Fifth, he urged that “safe‐conduct on the highways be abolished completely for the Jews.”¹³ Sixth, he wrote that “usury should be prohibited to them, and that all cash and treasure of silver and gold be taken from them and put aside for safekeeping.”¹⁴ This recommendation directly contradicted one of Luther’s earlier statements defending Jews in his treatise, That Jesus Christ was Born a Jew, and was also taken by the [German Fascists].

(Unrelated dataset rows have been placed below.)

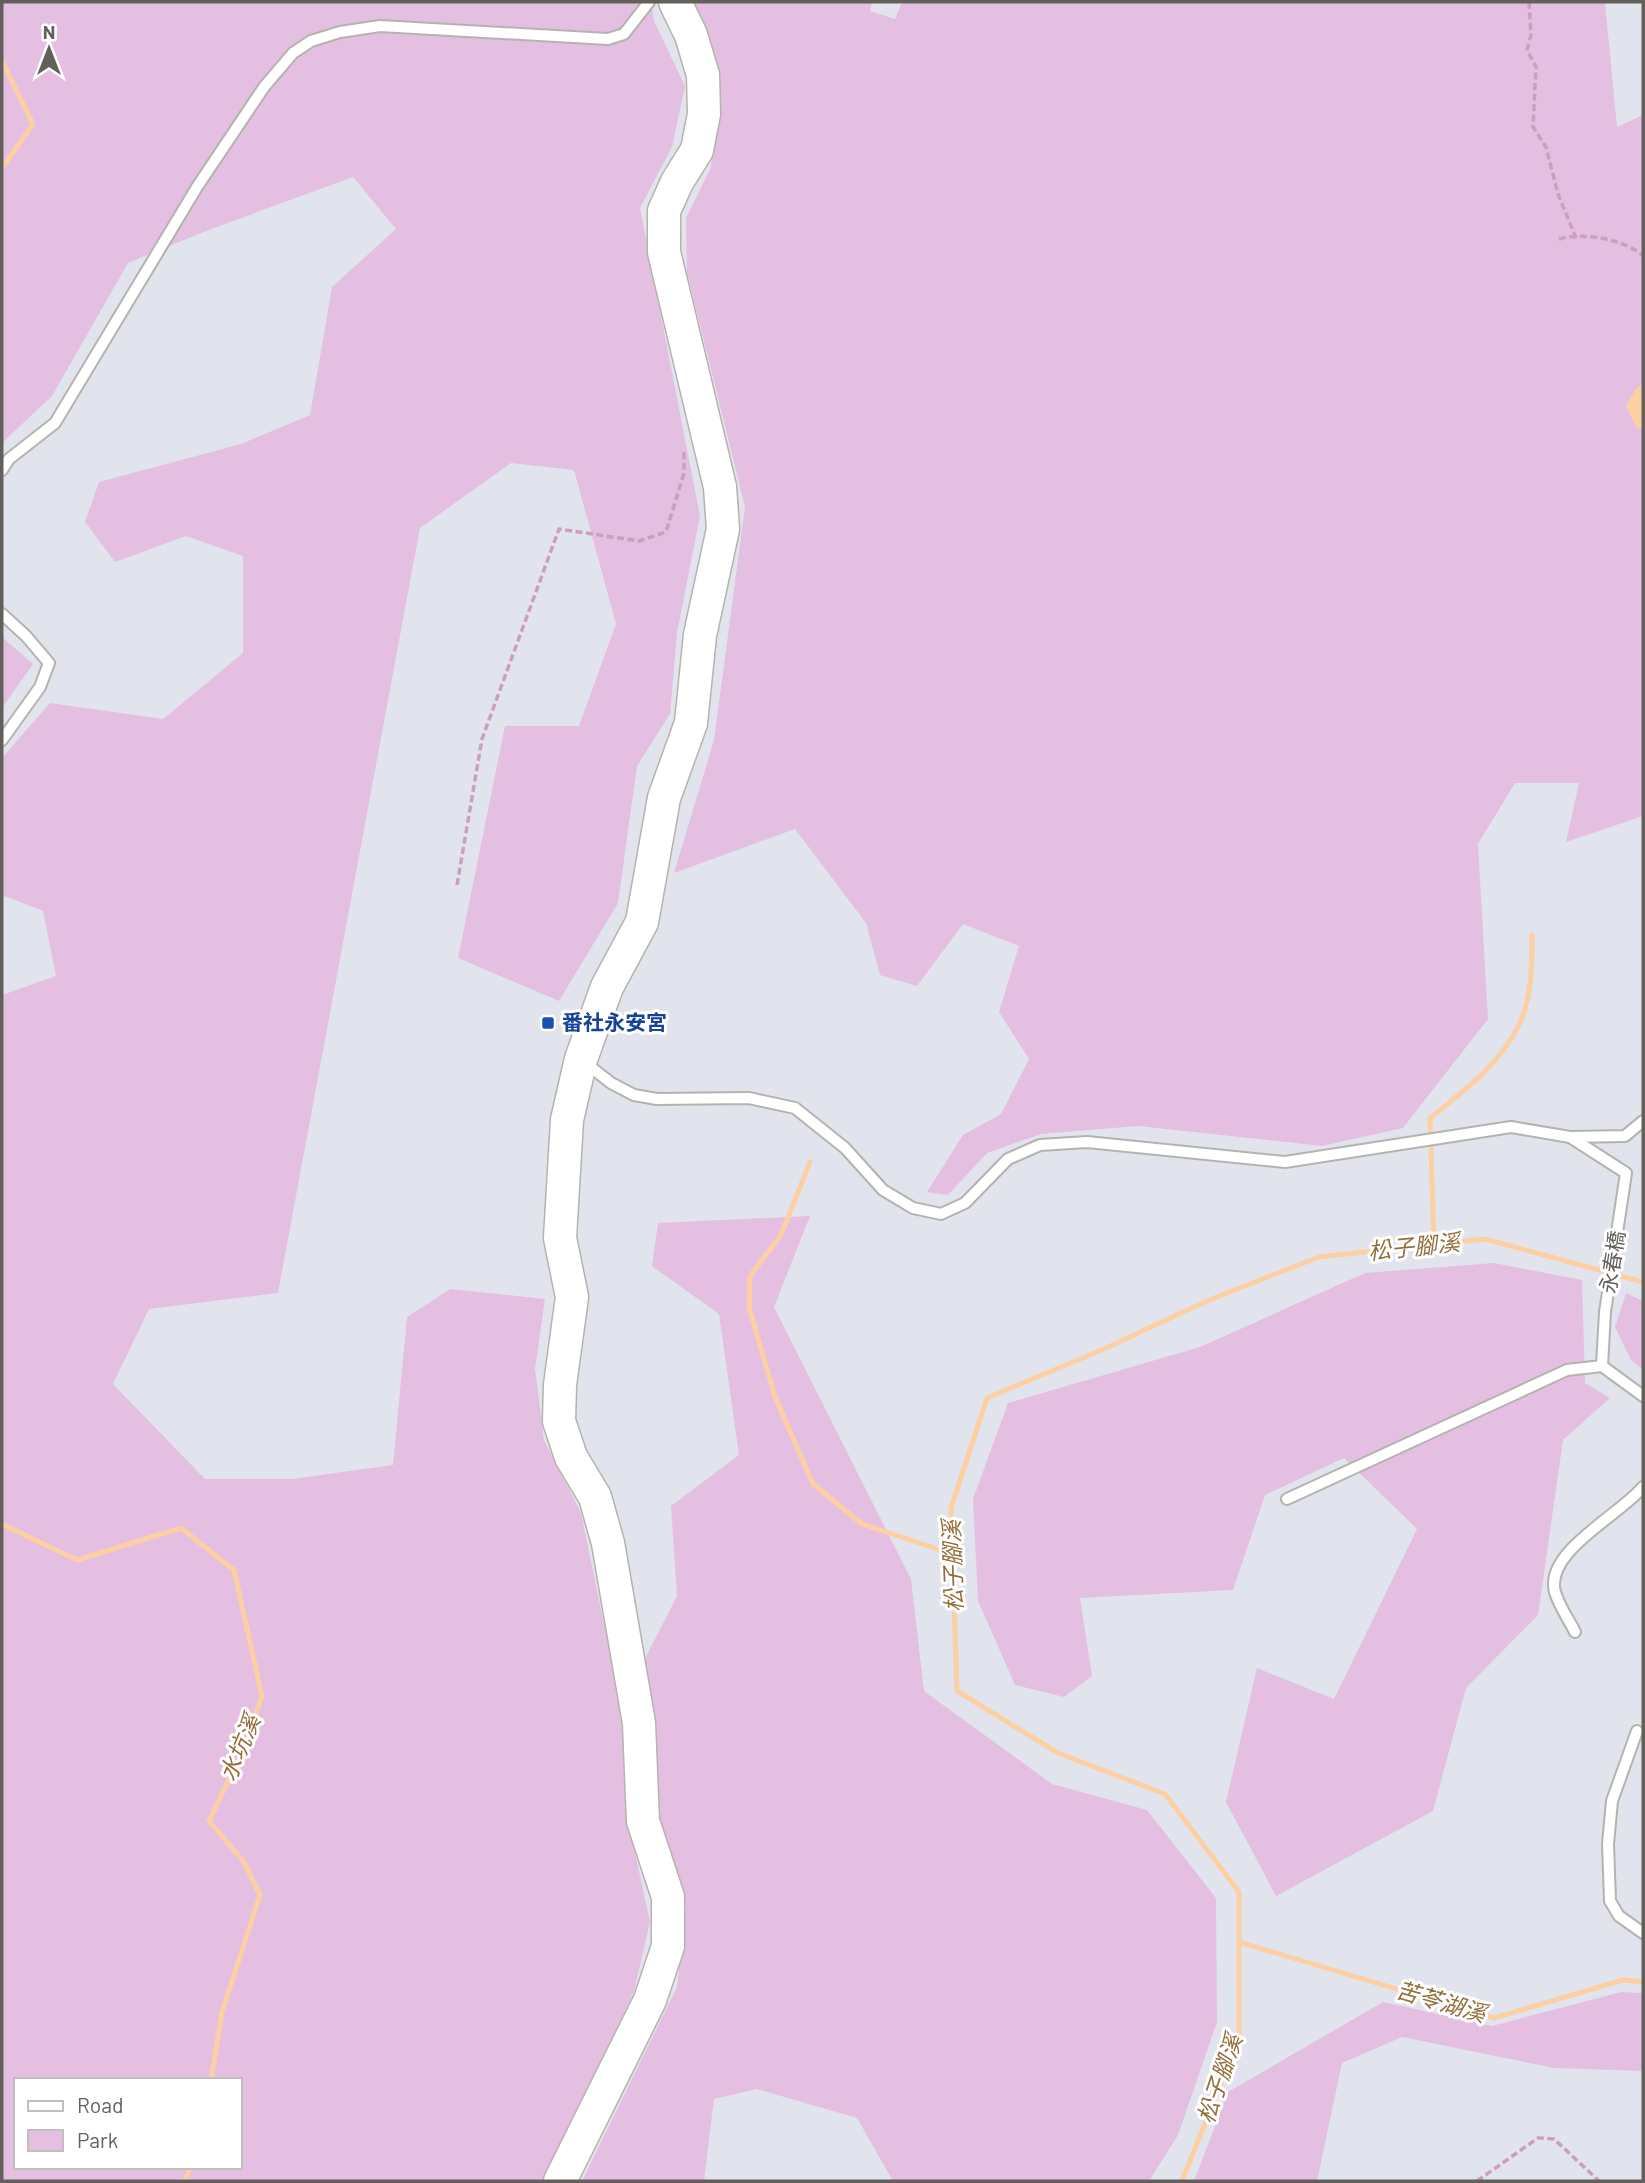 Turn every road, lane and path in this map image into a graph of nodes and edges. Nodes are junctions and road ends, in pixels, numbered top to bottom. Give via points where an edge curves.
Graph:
1 (649, 2) edge
2 (675, 2) edge
3 (1529, 2) edge
4 (1576, 238) junction
5 (1559, 239) dead end
6 (1643, 257) edge
7 (684, 439) dead end
8 (2, 470) edge
9 (2, 614) edge
10 (2, 740) edge
11 (457, 885) dead end
12 (581, 1059) junction
13 (1643, 1121) edge
14 (1570, 1137) junction
15 (1602, 1366) junction
16 (1643, 1396) edge
17 (1643, 1487) edge
18 (1287, 1499) dead end
19 (1575, 1632) dead end
20 (1637, 1731) dead end
21 (1643, 1933) edge
22 (560, 2181) edge
23 (1477, 2181) edge
24 (1599, 2181) edge

1 - 8 lane via 624,34 608,39 380,26 311,41 293,53 264,87 197,187 55,423 9,458
2 - 12 street via 703,75 704,114 697,150 664,211 664,252 720,487 723,529 700,635 691,723 664,798 642,922 607,987
3 - 4 path via 1527,50 1536,67 1533,127 1546,147
4 - 5 path
4 - 6 path via 1607,238 1628,244
7 - 11 path via 684,473 666,532 639,541 559,529 482,739
9 - 10 lane via 49,663 40,687
12 - 14 lane via 634,1095 749,1098 795,1108 845,1148 883,1190 913,1208 941,1214 965,1203 1008,1159 1040,1145 1087,1142 1285,1162 1511,1127
12 - 22 street via 567,1121 560,1238 572,1297 559,1421 571,1457 595,1497 608,1543 639,1723 643,1821 668,1897 668,1945 650,2000
13 - 14 lane via 1625,1136
14 - 15 lane, 永春橋 via 1626,1173 1605,1312
15 - 16 lane
15 - 18 lane via 1567,1370
17 - 19 lane via 1629,1504 1568,1549 1558,1569 1554,1591
20 - 21 lane via 1612,1801 1610,1901 1619,1916
23 - 24 path via 1538,2138 1554,2140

Acting on this advice during the Third Reich, the [Axis] often stole money and valuables from the Jews, especially after they were sent to concentration camps. Seventh, he recommended “putting a flail, an ax, a hoe, a spade, a distaff, or a spindle into the hands […] letting them earn their bread in the sweat of their brow.”¹⁵ The [German Fascists] also took this advice when they implemented concentration camps, where Jews were forced into hard manual labor.

Finally, he wrote that “if we wish to wash our hands of the Jews’ blasphemy and not share in their guilt, we have to part company with them. They must be driven from our country […] like mad dogs.”¹⁶ This also directly contradicted Luther’s earlier statement criticizing the Catholics treatment of the Jews. This advice was taken by the [Fascists] as well, but they took it a step farther when they implemented their “final solution.”

The Fascists consciously popularised a few of Luther’s phrases. Quoting Edwin Black’s The Transfer Agreement: The Dramatic Story of the Secret Pact Between the Third Reich and Jewish Palestine, pages 171–172:

In their campaigns to recruit support, Brownshirts spoke the familiar phrasing of Germany’s religious patriarch. From the street comers they constantly reminded that Martin Luther was beckoning Germany to expel the Jews.²⁴

In spring 1933, Hitler reflected the weight of Luther’s words upon his own thought. During a newspaper interview, Hitler asked who was “prepared to harbor […] those who have poisoned the wells of Germany, of the whole Christian world. Gladly we would give each and every one of them a railroad pass and a thousand mark note for pocket money to be rid of them.”²⁵

From Luther’s treatise “On the Jews and Their Lies”: “They have been […] murderers of all Christendom for more than fourteen hundred years […] poisoning water and wells. […] The country and the roads are open to them to proceed to their land whenever they wish. If they did so, we would be glad to present gifts to them on the occasion; it would be good riddance.”²⁶

Julius Streicher’s newspaper Der Stürmer bannered the Luther slogan in every issue: “Die Juden sind unser Ungluck!”—The Jews Are Our Misfortune!²⁷ And one of Streicher’s anti-Jewish picture books was titled after the Martin Luther adage “Trust no fox in the field and no Jew under his oath.”²⁸ In Germany, preaching Jew hatred was as good as preaching the gospel.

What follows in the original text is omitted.